• ASSIGNMENT: Track down each line below containing the string "PASSARINHO" and copy it.
======== THE DATA ========
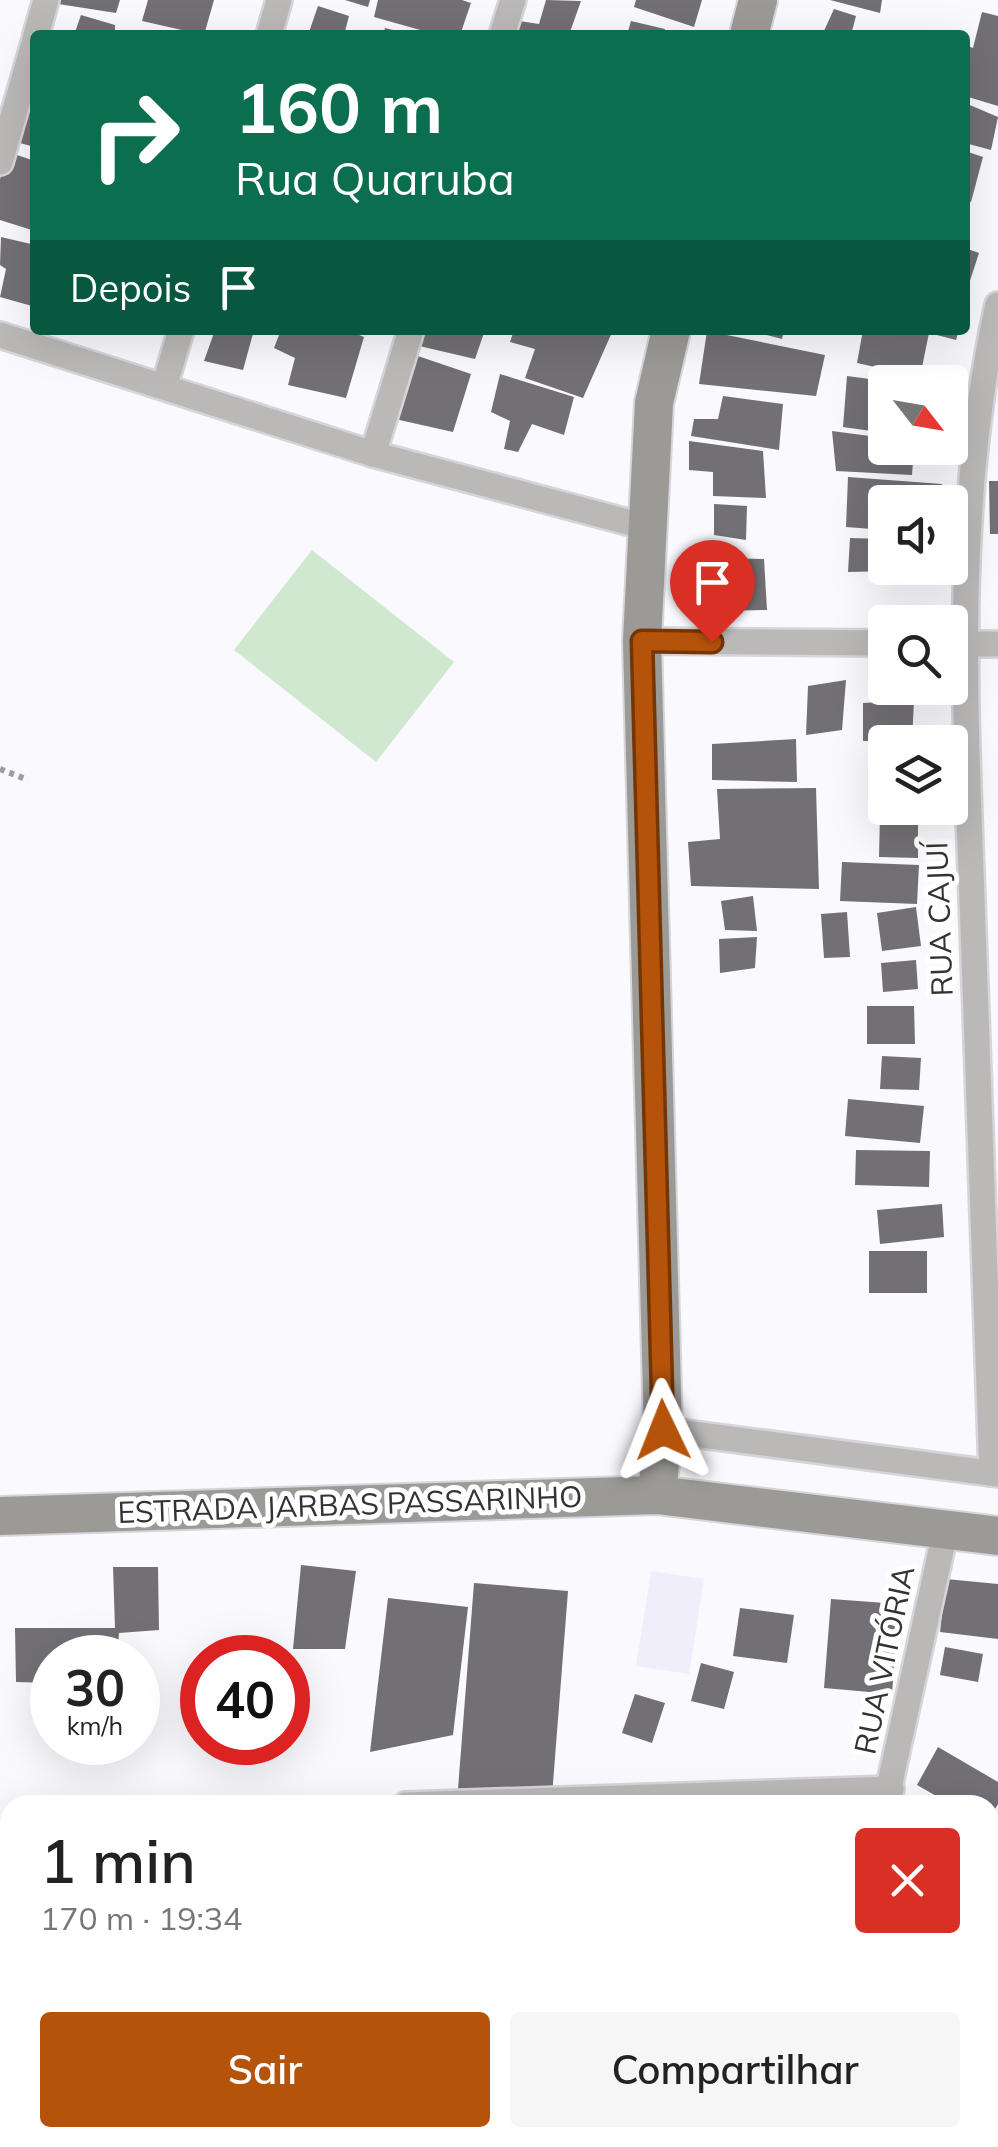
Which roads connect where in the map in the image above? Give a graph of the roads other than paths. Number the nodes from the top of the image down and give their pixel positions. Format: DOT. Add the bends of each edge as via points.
graph roads {
  1 [pos="46,0"];
  2 [pos="280,0"];
  3 [pos="513,0"];
  4 [pos="758,0"];
  5 [pos="38,30"];
  6 [pos="271,30"];
  7 [pos="504,30"];
  8 [pos="750,30"];
  9 [pos="30,58"];
  10 [pos="0,162"];
  11 [pos="998,305"];
  12 [pos="0,335"];
  13 [pos="180,335"];
  14 [pos="409,335"];
  15 [pos="670,335"];
  16 [pos="165,384"];
  17 [pos="373,454"];
  18 [pos="646,527"];
  19 [pos="961,605"];
  20 [pos="642,641"];
  21 [pos="868,643"];
  22 [pos="968,644"];
  23 [pos="998,644"];
  24 [pos="961,705"];
  25 [pos="663,1430"];
  26 [pos="995,1474"];
  27 [pos="657,1495"];
  28 [pos="0,1516"];
  29 [pos="946,1528"];
  30 [pos="998,1536"];
  31 [pos="888,1795"];
  1 -- 5 [label="street"];
  2 -- 6 [label="street"];
  3 -- 7 [label="street"];
  4 -- 8 [label="street"];
  9 -- 10 [label="street"];
  11 -- 19 [label="street, RUA CAJUÍ" via="985,361"];
  12 -- 16 [label="street"];
  13 -- 16 [label="street"];
  14 -- 17 [label="street"];
  15 -- 18 [label="street" via="654,403"];
  16 -- 17 [label="street"];
  17 -- 18 [label="street"];
  18 -- 20 [label="street"];
  20 -- 21 [label="street"];
  20 -- 25 [label="street"];
  22 -- 23 [label="street"];
  24 -- 26 [label="street, RUA CAJUÍ"];
  25 -- 26 [label="street"];
  25 -- 27 [label="street"];
  27 -- 28 [label="street, ESTRADA JARBAS PASSARINHO"];
  27 -- 29 [label="street, ESTRADA JARBAS PASSARINHO"];
  29 -- 30 [label="street, ESTRADA JARBAS PASSARINHO"];
  29 -- 31 [label="street, RUA VITÓRIA"];
}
========
• REPLY TO THE TASK:
  27 -- 28 [label="street, ESTRADA JARBAS PASSARINHO"];
  27 -- 29 [label="street, ESTRADA JARBAS PASSARINHO"];
  29 -- 30 [label="street, ESTRADA JARBAS PASSARINHO"];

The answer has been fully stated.